Monday, August 25, 2008

Adverse Adverbials

Saw this title on dA today: "Till the End with You". The title made me reread it several times until I was able to process it properly: "With you till the end". But both "till the end" and "with you" are adverbials, so it's understandable that there should be free variation between the two, right?

(As an aside, it should be noted the the artist who titled her work is not a native English speaker.)

The problem is, in this case, the preposition "till" ('til, until) is orthographically identical to the verb "till" (labour, cultivate, plough). And when the verb is in first position, usually one of two structures follow: questions, and imperatives. As most of us know, classical grammar requires a simple inversion of the subject-verb in the declarative clause in order to form a question. For example:
"He is a man" -> "Is he a man?"
"You think she's beautiful" -> "Think you she's beautiful?"
But of course, our current variety of English normally employs the curious verb "do" (for all verbs except auxilliary/modals): "Do you think she's beautiful?"

The imperative is normally distincted from the elision of the subject, which is seemingly always second-person. Thus, "clean [you] the desk," or "buy [you] the tickets."

In "Till the end with you," there is clearly no subject, since the first word is followed by a noun phrase "the end" (or "the end with you", depending on how you read it!) Thus, the first instinct is that this is an imperative. Moreover, the ending "with you" is commonly seen for emphasis in select imperatives:
"be off with you!"
"fly to Siberia with ye!"
etc.
Thus, my first interpretation of "Till the end with you", was somewhat of a mixture between an emphatic statement to the reader to cultivate the end of something, possibly a field, OR a clumsy statement of the artist, expression her desire to cultivate land together with the reader.

After I realised what was meant, I started considering what could be changed. A dry replacement for the preposition obviously wouldn't be enough: "until the end with you" could mean something like "waiting for your demise". The only solution, really, was to swap the two adverbials into "With you 'til the end". An [uncontextualised] statment that begins with "with", can be taken to have elipsed "I am" at the beginning. Thus, "with you till the end" is really "I am with you until the end [of the world]".
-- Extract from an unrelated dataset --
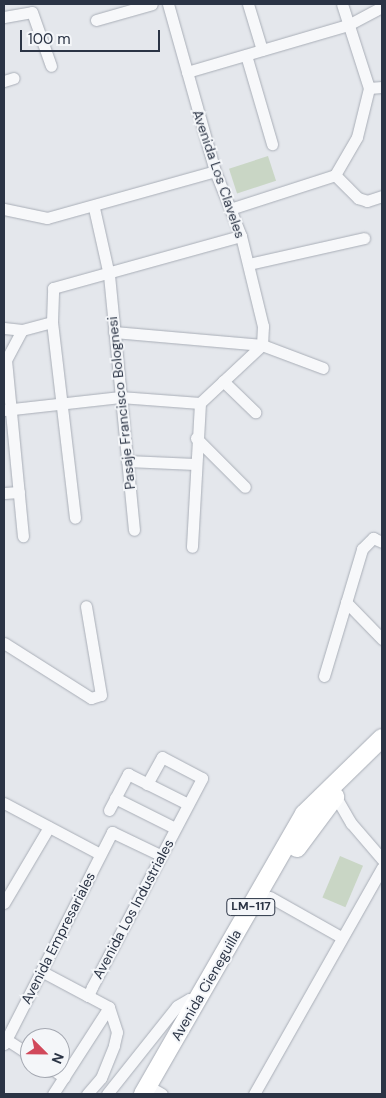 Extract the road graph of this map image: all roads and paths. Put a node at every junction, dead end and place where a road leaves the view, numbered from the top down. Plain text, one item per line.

And yet, I still have trouble understanding how or why anybody would have written the line in the opposite order. I suppose there could be a pause between the two: "Till the end, with you", but that slows the pace. Although maybe that's intended. Personally, I prefer the quick and succinct when it comes to titles, and I'm also partial to ones that make you think instead of the dry, literal and unimaginative titles of most research papers. (e.g. "Strategy for Determination of in Vitro Protein Acetylation Sites by Using Isotope-Labeled Acetyl Coenzyme A and Liquid Chromatography−Mass Spectrometry".)